Du 17 février au 4 avril 2008, Maan Asema, La position de la Terre, exposition collective avec Adel Abidin, Petri Eskelinen, Tommi Grönlund & Petteri Nisunen, Ikka Halso, Antti Laitinen, Janne Lehtinen, Ville Lenkkeri, Anni Leppälä, Liisa Lounila, Seppo Renvall, Heli Silojärvi, Kim Simonsson, Anna Tuori, et une project room avec Carolina Saquel, sur un commissariat de Paula Toppila & Sophie Kaplan.
L’exposition Maan Asema—La position de la Terre, organisée dans le cadre de 100% Finlande, rassemble les œuvres d’une quinzaine d’artistes et mêle photographies, peintures, dessins, sculptures, vidéos et installations.
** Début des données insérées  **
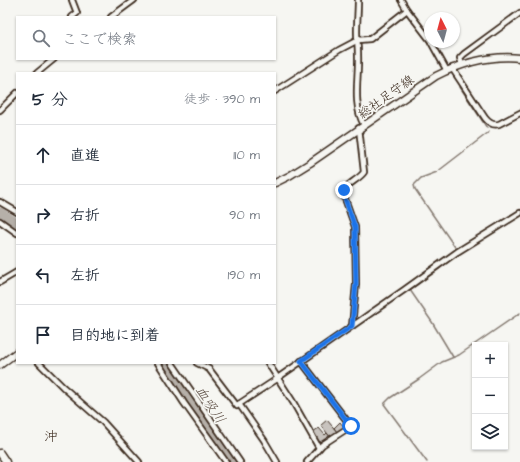 <!DOCTYPE html>
<html lang="ja">
<head>
<meta charset="utf-8">
<style>
  :root { --surface:#fff; --page:#f6f6f7; --text:#1f2937; --muted:#747a83; --line:#e0e1e3 }
  body { margin:0; font-family:"Architects Daughter","Klee One",sans-serif; background:var(--page); color:var(--text) }
  .controls { position:absolute; right:12px; bottom:12px; display:grid; overflow:hidden; border-radius:0px; box-shadow:0 1px 3px #0004 }
  .controls button { width:36px; height:36px; display:grid; place-items:center; padding:0; border:0; border-bottom:1px solid var(--line); background:var(--surface); color:var(--text); font:20px sans-serif }
  .compass { position:absolute; left:424px; top:12px; width:36px; height:36px; border-radius:50%; background:var(--surface); box-shadow:0 1px 3px #0004; rotate:354deg }
  .stop { position:absolute; width:12px; height:12px; margin:-9px; border:3px solid #1a73e8; border-radius:50%; background:#fff }
  .stop.end { background:#1a73e8; border-color:#fff; box-shadow:0 1px 4px #0008 }
  .list { margin:0; padding:0; list-style:none }
  h2 { display:flex; justify-content:space-between; align-items:center; height:52px; margin:0; padding:0 16px; font-size:17px }
  h2 small { font-size:13px; font-weight:400; color:var(--muted) }
  .list li { display:grid; grid-template-columns:26px 1fr auto; gap:12px; align-items:center; box-sizing:border-box; height:60px; padding:0 16px; border-top:1px solid var(--line) }
  .list b { display:block; font-size:15px; white-space:nowrap }
  .list em { font-size:13px; font-style:normal; color:var(--muted) }
  .icon { flex:none; width:22px; height:22px; fill:none; stroke:currentColor; stroke-width:2; stroke-linecap:round; stroke-linejoin:round }
  .map { position:relative; flex:none; width:520px; height:462px; overflow:hidden }
  .search { position:absolute; background:var(--surface); box-shadow:0 1px 3px #0004; left:16px; top:16px; width:260px; height:44px; display:flex; align-items:center; gap:10px; box-sizing:border-box; padding:0 14px; border-radius:0px; color:var(--muted); font-size:15px }
  .panel { position:absolute; background:var(--surface); box-shadow:0 1px 3px #0004; left:16px; top:72px; width:260px; height:292px; border-radius:0px }
  .map>svg:first-child { display:block }
</style>
</head>
<body>
<div class="map">
<svg width="520" height="462" viewBox="0 0 520 462">
  <rect width="100%" height="100%" fill="#f6f6f2"/>
  <filter id="ink" filterUnits="userSpaceOnUse"><feTurbulence type="fractalNoise" baseFrequency=".025" numOctaves="2"/><feDisplacementMap in="SourceGraphic" scale="8" xChannelSelector="R" yChannelSelector="G"/><feConvolveMatrix kernelMatrix="1 2 1 2 8 2 1 2 1" color-interpolation-filters="sRGB"/></filter>
  <g filter="url(#ink)">
    <g fill="none" stroke-linecap="round" stroke-linejoin="round">
      <g stroke="#857a71" stroke-width="1.5">
        <path d="M419 22 430 36"/>
        <path d="M434 44 445 62"/>
        <path d="M460 87 487 128"/>
        <path d="M457 250 415 189 414 185 421 178 437 172 489 132"/>
        <path d="M453 357 432 322 410 290 438 270 459 253"/>
        <path d="M427 462 384 404 390 398 419 379 442 362 459 355 520 313"/>
      </g>
      <g stroke="#b6b0a9" stroke-width="9">
        <path d="M0 212 17 223"/>
        <path d="M165 363 232 462"/>
      </g>
    </g>
    <g fill="#c8c3be" stroke="#3b2a1e">
      <path d="M327 420 338 433 330 437 321 425Z"/>
      <path d="M340 422 344 427 338 433 334 428Z"/>
      <path d="M319 428 325 435 327 433 330 437 319 444 311 433Z"/>
    </g>
    <g fill="none" stroke-linecap="round" stroke-linejoin="round">
      <defs>
        <g id="street">
          <path d="M358 0C358 10 357 21 357 31 357 39 358 47 358 55 359 78 352 104 364 125"/>
          <path d="M401 0 407 10 430 40"/>
          <path d="M72 17 77 13 72 0"/>
          <path d="M111 17 134 0"/>
          <path d="M431 42 447 71"/>
          <path d="M462 65 460 58 464 54 520 13"/>
          <path d="M452 68 485 118C489 123 493 126 499 124L520 113"/>
          <path d="M37 73 54 59"/>
          <path d="M275 91 339 50 358 40 370 39 407 10"/>
          <path d="M0 110 17 93"/>
          <path d="M0 202 17 212"/>
          <path d="M0 221 17 233"/>
          <path d="M0 282 17 272"/>
          <path d="M352 326 356 284 355 227 343 193C346 183 359 180 364 172L359 128"/>
          <path d="M301 361 351 426 322 445 307 462"/>
          <path d="M39 363 63 387 103 422 139 462"/>
          <path d="M158 363 184 403 226 462"/>
          <path d="M172 363 240 462"/>
          <path d="M197 363 209 369 237 406 239 404 264 440 277 462"/>
          <path d="M268 363 293 402 319 448"/>
          <path d="M239 404 277 379 279 377 404 290 457 252 520 213"/>
        </g>
        <g id="secondary">
          <path d="M275 183 289 176 310 163 436 76C462 63 491 55 520 58"/>
          <path d="M0 365 17 352"/>
          <path d="M0 453 6 462"/>
        </g>
      </defs>
      <use href="#street" stroke="#3b2a1e" stroke-width="8"/>
      <use href="#secondary" stroke="#3b2a1e" stroke-width="9"/>
      <use href="#street" stroke="#f6f6f2" stroke-width="4.5"/>
      <use href="#secondary" stroke="#f6f6f2" stroke-width="6"/>
    </g>
  </g>
  <g fill="none" stroke-linecap="round" stroke-linejoin="round" filter="url(#ink)">
    <path stroke="#1a73e8" stroke-width="5" d="M344 190V196L355 227 356 284 352 326 301 361 351 426"/>
  </g>
  <g text-anchor="middle" dominant-baseline="central" stroke-width="3.5" stroke-linejoin="round" paint-order="stroke">
    <g font-size="13" fill="#3b2a1e" stroke="#f6f6f2">
      <text transform="translate(386 97) rotate(-35)">総社足守線</text>
    </g>
    <g font-size="14" font-style="italic" fill="#605248" stroke="#f6f6f2">
      <text transform="translate(210 405) rotate(56)">血吸川</text>
    </g>
    <g font-size="14" fill="#3b2a1e" stroke="#f6f6f2">
      <text x="51" y="437">沖</text>
    </g>
  </g>
</svg>
<div class="controls">
<button>+</button>
<button>−</button>
<button><svg class="icon" aria-label="layers" viewBox="0 0 24 24"><path d="M12 4l9 5-9 5-9-5zM3 14l9 5 9-5"/></svg></button>
</div>
<svg class="compass" viewBox="-18 -18 36 36"><path d="M0-13l5 13h-10z" fill="#e53935"/><path d="M0 13l5-13h-10z" fill="#747a83"/></svg>
<div class="stop" style="left:351px;top:426px"></div>
<div class="stop end" style="left:344px;top:190px"></div>
<div class="search"><svg class="icon" aria-label="search" viewBox="0 0 24 24"><circle cx="10" cy="10" r="6"/><path d="M15 15l6 6"/></svg>ここで検索</div>
<section class="panel">
<h2>5 分<small>徒歩 · 390 m</small></h2>
<ul class="list">
<li><svg class="icon" aria-label="ahead" viewBox="0 0 24 24"><path d="M12 20V5M6 11l6-6 6 6"/></svg><div><b>直進</b></div><em>110 m</em></li>
<li><svg class="icon" aria-label="right" viewBox="0 0 24 24"><path d="M7 20v-9h11M14 6l5 5-5 5"/></svg><div><b>右折</b></div><em>90 m</em></li>
<li><svg class="icon" aria-label="left" viewBox="0 0 24 24"><path d="M17 20v-9H6M10 6l-5 5 5 5"/></svg><div><b>左折</b></div><em>190 m</em></li>
<li><svg class="icon" aria-label="arrive" viewBox="0 0 24 24"><path d="M6 21V4h12l-3 4 3 4H6"/></svg><div><b>目的地に到着</b></div></li>
</ul>
</section>
</div>
</body>
</html>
Très dynamique, notamment dans le domaine de la photographie, la jeune scène finlandaise est riche de découvertes et l’exposition du CRAC Alsace propose, aux côtés d’artistes déjà reconnus sur la scène internationale, de jeunes artistes qui exposent pour la première fois en France.
Le titre de l’exposition, Maan Asema—La position de la Terre* renvoie à la relation tour à tour humaniste, naturaliste, scientifique, physique, onirique et/ou intimiste, que les artistes, chacun à leur manière, fondent avec la terre, plus largement avec le monde.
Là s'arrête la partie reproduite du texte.